Equally sensational is David Seadon-Young as a more youthful than usual Higgins. Seadon-Young plays him like a restless child, petulant and impetuous, somebody who lives entirely in the moment, regardless of the consequences for himself or others. This doesn’t excuse the character’s frequently appalling behaviour but it certainly makes it fully credible. Unlike many of his predecessors in the role, Seadon-Young sings the role as written and does so exquisitely. He’s also surprisingly moving, turning the song ‘I’ve Grown Accustomed To Her Face’, usually merely regretful and reflective, into a full blown cri de cœur to stunning effect. His physical relationships with two of the senior women in his life is very telling: note the way that, energy spent following a tantrum, he rests his head on the shoulder of his housekeeper (a wonderfully warm Sarah Moyle who also doubles as a hilarious society matron), or how his mother (Cathy Tyson, coolly commanding) freezes when he initiates comforting contact with her.
Foster finds other fascinating perspectives on a show that has been done to death but can have real bite when looked at as smartly as it is here. Minal Patel’s superb Pickering is played as actually Indian rather than an old colonialist returned to London, and he is explicitly portrayed as being in love with Higgins. Housekeeper Mrs Pearce is a member of the suffrage movement, which makes sense given the man-child she is dealing with on a daily basis, and Eliza has a forthright sensuality which I’ve never seen before and lends an intriguing ambiguity to her dealings with Djavan Van de Filert’s fresh-faced, gorgeously sung Freddie.
Steve Furst’s magnetic, amoral rough diamond Alfred P Doolittle is a terrific creation and authentically stops the show with the second act crowd pleaser ‘Get Me To The Church On Time’, staged with barnstorming panache by choreographer Jo Goodwin, whose work throughout is glorious but verges on the rapturous in this number. Foster spreads the action generously throughout the auditorium, and he and Goodwin make delightful use of Curve’s youth theatre members (having them as galloping jockeys in the Ascot scene is particularly inspired).

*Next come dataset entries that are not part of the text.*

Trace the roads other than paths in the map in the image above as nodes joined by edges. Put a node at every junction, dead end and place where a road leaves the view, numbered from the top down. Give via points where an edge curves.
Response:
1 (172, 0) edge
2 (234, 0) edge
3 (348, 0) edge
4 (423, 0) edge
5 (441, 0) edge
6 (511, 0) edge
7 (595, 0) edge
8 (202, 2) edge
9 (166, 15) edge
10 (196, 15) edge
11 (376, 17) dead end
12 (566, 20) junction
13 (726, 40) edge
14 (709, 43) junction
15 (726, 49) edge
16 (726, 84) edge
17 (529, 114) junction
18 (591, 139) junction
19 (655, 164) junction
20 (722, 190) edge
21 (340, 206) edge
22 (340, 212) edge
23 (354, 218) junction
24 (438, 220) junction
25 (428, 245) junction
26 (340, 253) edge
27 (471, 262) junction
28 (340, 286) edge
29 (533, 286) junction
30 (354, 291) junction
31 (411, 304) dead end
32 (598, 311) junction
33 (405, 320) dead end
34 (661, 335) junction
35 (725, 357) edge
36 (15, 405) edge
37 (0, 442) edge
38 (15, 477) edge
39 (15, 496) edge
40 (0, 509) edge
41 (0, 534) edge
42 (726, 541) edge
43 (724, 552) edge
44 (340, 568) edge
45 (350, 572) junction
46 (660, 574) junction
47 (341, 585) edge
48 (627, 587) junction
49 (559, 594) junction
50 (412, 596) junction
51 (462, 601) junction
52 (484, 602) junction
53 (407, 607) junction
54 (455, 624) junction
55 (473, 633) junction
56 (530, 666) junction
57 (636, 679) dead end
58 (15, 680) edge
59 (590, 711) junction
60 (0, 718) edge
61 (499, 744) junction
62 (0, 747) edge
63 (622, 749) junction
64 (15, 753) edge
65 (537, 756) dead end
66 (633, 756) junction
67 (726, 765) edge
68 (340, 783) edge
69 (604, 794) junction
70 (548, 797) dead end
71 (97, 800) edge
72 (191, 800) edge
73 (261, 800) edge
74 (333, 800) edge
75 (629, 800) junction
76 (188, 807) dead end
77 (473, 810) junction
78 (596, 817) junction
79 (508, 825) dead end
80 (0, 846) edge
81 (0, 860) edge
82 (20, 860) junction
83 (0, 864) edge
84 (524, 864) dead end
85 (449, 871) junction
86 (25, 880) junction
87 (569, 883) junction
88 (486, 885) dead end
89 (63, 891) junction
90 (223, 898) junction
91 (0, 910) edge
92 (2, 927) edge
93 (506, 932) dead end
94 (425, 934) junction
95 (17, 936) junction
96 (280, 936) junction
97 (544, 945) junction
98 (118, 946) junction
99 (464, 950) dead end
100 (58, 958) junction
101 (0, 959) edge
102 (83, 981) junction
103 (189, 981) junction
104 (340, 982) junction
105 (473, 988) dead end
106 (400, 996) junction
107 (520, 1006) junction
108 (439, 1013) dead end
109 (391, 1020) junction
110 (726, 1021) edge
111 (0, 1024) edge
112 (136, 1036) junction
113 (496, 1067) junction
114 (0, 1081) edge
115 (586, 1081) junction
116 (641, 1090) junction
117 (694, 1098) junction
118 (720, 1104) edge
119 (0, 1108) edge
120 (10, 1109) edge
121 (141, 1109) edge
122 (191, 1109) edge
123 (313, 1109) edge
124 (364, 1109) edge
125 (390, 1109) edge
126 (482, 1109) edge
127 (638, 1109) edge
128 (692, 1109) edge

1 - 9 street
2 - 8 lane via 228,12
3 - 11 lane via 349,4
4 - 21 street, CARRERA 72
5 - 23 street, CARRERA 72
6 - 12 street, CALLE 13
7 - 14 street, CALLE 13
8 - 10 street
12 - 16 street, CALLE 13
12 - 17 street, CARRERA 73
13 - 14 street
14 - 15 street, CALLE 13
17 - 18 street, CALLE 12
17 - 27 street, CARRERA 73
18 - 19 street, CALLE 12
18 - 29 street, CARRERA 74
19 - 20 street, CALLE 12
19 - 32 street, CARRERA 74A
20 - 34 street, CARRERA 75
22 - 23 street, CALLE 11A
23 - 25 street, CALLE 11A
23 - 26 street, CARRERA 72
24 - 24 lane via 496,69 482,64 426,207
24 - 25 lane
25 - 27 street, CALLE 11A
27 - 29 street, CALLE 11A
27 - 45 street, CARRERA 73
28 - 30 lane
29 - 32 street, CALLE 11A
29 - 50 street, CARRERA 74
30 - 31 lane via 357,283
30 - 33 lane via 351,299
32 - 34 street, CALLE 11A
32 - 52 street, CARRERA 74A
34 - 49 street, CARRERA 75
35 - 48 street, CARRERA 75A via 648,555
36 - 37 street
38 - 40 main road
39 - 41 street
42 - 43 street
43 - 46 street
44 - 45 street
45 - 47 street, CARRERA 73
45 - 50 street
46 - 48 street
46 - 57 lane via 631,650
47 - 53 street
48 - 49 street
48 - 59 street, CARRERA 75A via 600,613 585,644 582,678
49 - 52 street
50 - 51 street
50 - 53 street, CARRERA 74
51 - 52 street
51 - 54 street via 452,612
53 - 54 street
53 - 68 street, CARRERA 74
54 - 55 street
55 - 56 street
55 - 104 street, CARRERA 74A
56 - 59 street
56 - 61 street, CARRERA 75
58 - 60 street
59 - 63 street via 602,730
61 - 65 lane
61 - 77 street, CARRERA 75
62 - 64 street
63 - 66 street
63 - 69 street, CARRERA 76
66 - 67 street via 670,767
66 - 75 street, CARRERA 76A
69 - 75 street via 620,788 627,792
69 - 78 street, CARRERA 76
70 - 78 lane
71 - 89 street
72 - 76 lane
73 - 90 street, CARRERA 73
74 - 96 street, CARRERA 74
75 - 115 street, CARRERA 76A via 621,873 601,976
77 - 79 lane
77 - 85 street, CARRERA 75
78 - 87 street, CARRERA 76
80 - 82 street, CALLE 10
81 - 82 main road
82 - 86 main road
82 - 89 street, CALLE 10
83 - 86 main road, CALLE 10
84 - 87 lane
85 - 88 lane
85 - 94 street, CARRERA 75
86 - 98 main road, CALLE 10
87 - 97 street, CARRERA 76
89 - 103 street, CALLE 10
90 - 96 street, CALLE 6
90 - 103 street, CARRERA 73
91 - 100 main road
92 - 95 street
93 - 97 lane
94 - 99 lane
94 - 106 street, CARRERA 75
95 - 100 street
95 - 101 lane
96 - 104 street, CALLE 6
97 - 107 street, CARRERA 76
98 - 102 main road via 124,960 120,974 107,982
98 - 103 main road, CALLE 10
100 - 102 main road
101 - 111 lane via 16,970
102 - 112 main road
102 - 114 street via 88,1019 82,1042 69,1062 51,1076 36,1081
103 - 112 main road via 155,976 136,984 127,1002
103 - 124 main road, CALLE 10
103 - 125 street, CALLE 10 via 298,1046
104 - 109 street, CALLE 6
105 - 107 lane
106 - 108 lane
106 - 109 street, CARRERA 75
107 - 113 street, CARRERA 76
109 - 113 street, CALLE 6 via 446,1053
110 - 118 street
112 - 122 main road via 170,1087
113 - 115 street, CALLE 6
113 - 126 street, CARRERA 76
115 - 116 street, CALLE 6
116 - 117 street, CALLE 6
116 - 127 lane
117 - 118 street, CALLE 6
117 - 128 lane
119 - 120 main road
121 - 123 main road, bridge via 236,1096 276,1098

Michael Taylor’s handsome set, imposing for Covent Garden and mind-bogglingly cluttered for Higgins’s study, is generally effective (the mood-shifting lighting is by Mark Henderson) and his costumes are lovely. The sound design by Adam Fisher is more boisterous than one would normally expect on a Golden Age musical like this one, bringing to the fore the percussion in George Dyer’s adapted orchestrations. This is far and away the loudest Fair Lady I’ve encountered, and while it sounds punchy and vital there are moments when the relentless volume has a slightly flattening effect. The ensemble singing is wonderful though.
That sound quibble aside, this is a superlative production that will delight traditionalists but provides sufficient innovation and excitement for anybody who might have thought of My Fair Lady as a bit staid. The two leads are worth the ticket price by themselves, and a festive trip to Leicester is essential for musical theatre fans.